Bin Gu: How does leadership change impact performance?

Professor Bin Gu’s long fascination with social networks took a turn this summer. He has studied online social networks extensively, but in the past couple months he embarked on a close look at off-line networks — the way people connect and move around in their careers — and the impact those social networks might have on company performance. Gu is working with a database that, among other things, tracks the career moves of senior executives over a four to six year period based on the results of a survey.

The end goal is to learn something about the impact of these leadership shifts on the effectiveness of IT in their organizations. “In IT research we find that the effectiveness of IT investments varies dramatically from firm to firm,” Gu said. 'Company A' may realize $10 million in benefits from a $1 million tech investment, while 'Company B' might see none.
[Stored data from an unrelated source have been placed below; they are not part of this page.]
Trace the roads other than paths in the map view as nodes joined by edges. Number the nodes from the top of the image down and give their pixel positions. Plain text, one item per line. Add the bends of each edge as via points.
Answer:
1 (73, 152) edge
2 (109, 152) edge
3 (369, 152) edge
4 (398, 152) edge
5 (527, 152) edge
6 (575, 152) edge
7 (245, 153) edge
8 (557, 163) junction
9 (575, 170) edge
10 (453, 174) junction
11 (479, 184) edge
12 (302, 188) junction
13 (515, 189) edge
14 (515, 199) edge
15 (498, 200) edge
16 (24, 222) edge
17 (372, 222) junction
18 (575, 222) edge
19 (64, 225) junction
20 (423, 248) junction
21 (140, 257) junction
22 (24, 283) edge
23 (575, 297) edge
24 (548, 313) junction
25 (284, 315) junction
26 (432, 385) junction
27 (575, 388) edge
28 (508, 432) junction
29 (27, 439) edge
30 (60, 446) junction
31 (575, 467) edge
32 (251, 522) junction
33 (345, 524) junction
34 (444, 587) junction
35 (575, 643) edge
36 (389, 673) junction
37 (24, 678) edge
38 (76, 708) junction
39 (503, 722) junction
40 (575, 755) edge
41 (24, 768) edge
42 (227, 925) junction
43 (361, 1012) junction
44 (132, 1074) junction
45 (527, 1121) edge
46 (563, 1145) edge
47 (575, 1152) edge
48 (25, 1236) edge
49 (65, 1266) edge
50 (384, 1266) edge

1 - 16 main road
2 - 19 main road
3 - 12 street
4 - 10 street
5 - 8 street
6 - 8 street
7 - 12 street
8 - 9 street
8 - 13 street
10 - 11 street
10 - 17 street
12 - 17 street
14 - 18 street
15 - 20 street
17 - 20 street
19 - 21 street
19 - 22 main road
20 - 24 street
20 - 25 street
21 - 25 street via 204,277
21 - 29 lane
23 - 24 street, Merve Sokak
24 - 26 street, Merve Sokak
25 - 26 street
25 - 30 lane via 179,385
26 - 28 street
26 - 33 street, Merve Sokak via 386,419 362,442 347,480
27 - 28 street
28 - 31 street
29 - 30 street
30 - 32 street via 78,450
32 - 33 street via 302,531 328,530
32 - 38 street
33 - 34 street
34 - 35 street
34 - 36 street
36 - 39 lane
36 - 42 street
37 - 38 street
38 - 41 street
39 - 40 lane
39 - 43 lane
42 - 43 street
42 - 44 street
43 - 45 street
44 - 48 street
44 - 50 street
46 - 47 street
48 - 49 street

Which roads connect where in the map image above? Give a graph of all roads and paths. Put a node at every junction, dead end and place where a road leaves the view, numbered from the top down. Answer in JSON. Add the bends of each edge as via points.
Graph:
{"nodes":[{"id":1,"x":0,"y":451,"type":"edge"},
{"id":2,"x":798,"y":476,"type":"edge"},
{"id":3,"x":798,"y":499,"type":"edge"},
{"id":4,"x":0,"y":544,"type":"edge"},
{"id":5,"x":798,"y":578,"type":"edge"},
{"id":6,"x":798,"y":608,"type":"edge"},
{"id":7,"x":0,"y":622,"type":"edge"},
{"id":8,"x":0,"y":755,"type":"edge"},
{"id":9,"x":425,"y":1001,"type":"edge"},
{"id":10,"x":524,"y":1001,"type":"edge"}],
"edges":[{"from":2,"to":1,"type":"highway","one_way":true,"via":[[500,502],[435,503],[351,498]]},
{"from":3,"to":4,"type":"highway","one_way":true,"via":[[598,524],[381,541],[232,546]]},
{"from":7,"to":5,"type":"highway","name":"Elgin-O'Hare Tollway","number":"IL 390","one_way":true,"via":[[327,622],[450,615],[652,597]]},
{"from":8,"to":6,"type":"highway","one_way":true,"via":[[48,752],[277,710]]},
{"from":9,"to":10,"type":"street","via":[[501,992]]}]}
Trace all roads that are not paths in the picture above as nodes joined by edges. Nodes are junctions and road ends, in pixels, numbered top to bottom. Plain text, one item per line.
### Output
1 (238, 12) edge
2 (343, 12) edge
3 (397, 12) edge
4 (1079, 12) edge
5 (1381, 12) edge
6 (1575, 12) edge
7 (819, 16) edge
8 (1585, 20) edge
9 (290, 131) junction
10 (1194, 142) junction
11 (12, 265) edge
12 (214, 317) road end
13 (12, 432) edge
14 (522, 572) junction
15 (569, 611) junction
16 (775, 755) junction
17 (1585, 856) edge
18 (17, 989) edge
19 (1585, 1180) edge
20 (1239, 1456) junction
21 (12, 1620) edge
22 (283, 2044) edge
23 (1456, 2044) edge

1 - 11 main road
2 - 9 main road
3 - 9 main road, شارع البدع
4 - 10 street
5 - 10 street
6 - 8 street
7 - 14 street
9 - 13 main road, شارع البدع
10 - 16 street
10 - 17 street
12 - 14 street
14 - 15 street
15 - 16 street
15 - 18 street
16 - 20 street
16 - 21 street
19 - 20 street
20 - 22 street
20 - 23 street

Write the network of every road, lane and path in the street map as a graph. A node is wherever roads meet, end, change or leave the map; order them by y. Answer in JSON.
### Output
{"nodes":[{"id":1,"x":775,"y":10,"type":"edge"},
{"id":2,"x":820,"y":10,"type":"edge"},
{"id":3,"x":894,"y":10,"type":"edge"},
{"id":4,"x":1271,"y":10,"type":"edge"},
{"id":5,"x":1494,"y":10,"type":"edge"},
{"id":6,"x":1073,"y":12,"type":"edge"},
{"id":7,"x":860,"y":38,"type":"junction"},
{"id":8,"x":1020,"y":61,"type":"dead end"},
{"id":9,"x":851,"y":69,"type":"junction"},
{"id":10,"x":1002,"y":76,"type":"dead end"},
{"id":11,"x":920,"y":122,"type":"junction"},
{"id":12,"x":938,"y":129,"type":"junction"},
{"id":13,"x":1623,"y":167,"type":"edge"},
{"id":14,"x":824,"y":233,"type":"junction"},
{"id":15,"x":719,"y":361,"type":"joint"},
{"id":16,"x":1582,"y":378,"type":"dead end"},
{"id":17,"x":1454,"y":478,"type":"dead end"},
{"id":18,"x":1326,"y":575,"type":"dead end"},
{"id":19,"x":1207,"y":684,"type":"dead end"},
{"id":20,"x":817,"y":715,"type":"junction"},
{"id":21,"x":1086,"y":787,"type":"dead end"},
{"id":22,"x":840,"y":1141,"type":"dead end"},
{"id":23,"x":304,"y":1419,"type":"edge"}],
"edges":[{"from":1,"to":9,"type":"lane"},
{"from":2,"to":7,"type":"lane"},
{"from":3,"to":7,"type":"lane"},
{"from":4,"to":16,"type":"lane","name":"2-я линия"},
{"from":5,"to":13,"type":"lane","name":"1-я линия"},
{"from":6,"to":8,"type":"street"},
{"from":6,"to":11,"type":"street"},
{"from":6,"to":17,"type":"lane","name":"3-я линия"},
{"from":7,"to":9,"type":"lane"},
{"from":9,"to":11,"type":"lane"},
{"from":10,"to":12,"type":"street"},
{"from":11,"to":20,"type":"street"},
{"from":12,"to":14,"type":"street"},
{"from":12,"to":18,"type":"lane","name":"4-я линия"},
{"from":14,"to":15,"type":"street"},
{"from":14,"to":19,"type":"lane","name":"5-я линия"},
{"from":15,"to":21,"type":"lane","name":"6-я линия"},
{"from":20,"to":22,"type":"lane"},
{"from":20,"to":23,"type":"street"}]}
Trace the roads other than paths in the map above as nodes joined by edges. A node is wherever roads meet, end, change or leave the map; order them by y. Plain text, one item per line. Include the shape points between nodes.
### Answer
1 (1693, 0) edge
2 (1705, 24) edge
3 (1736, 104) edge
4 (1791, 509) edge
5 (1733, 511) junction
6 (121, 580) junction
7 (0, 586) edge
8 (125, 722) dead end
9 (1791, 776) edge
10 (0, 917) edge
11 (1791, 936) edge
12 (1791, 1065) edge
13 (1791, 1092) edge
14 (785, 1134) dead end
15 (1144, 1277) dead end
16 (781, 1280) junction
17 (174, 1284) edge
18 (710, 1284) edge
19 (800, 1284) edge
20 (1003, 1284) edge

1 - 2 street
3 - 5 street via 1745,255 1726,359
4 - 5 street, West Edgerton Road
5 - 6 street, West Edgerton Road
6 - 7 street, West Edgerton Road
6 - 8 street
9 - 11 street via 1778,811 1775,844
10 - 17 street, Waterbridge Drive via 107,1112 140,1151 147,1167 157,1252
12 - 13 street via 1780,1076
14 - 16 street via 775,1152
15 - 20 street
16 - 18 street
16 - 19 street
So, what happens when a senior executive from 'Company A' moves to 'Company B?' Or reverse the transition: will 'Company A' experience any impact if an executive from 'Company B' joins their team? “We want to see to what degree there is spillover when executives move from firm to firm,” Gu said. Do executives from the high performing companies have attributes that will help low performing companies? When executives move to better companies, do they learn? Gu and his co-authors also plan to look at the data from a network perspective.

Several of the senior executives tracked are connected, because they work in similar organizations or perhaps worked together in the past. “If we go beyond the dyad, what will we see?” Gu asked. This summer, the team obtained the data, cleaned it and began formulating questions. It’s a special time in any research project. “It’s exciting because we don’t know what we’ll find or how it will all come out,” he said.

Benjamin Shao: Performance of the technology services industry

Traditionally, the economy is divided into three sectors: services, manufacturing and agriculture. IT services by its nature falls into the broader services sector, which is not known for productivity gains or innovation adoption. But Associate Professor Benjamin Shao wondered if the sluggishness of the sector as a whole masked the true performance of the IT services industry. Shao worked with Professor Winston T. Lin of the State University of New York at Buffalo, looking at 12 years of data from a dozen member countries of the Organisation for Economic Co-operation and Development. The pair determined the productivity of each county’s IT services industries, their level of innovation and how successful lagging ones were in catching up.

Shao and his collaborator found that IT services industries increased productivity at an annual average rate of 7.4 percent over the 12 years — an impressive gain compared to the rest of the services sector, which largely showed small or even negative productivity gains during the same time period studied. This came as no real surprise to Shao, who pointed out that IT services are fundamentally different: they are knowledge-based, use information technology and are innovation-driven. Most of the gains in the IT services industry could be traced to innovation in the form of technological advance.

The data also revealed that in the IT services sector, companies lead, or risk failure. Once behind, the chances of catching up are nil. “If your industry is very stable in terms of technology, such as construction or trucking, the laggard can try to catch up with the best performers through efficiency improvements,” Shao explained. “But in the case of IT services, we find out that it’s very hard for the laggards to catch up because technology advances so quickly. Even when you inch closer, the leaders are pushing the frontier even farther out. You’re lucky if you can keep the gap the same. More likely it’s widening, and you spend all your time looking at the leaders’ back and eating their dust, so to speak.” The message for IT service companies, Shao said, is to keep innovating. “You simply cannot afford to be complacent.”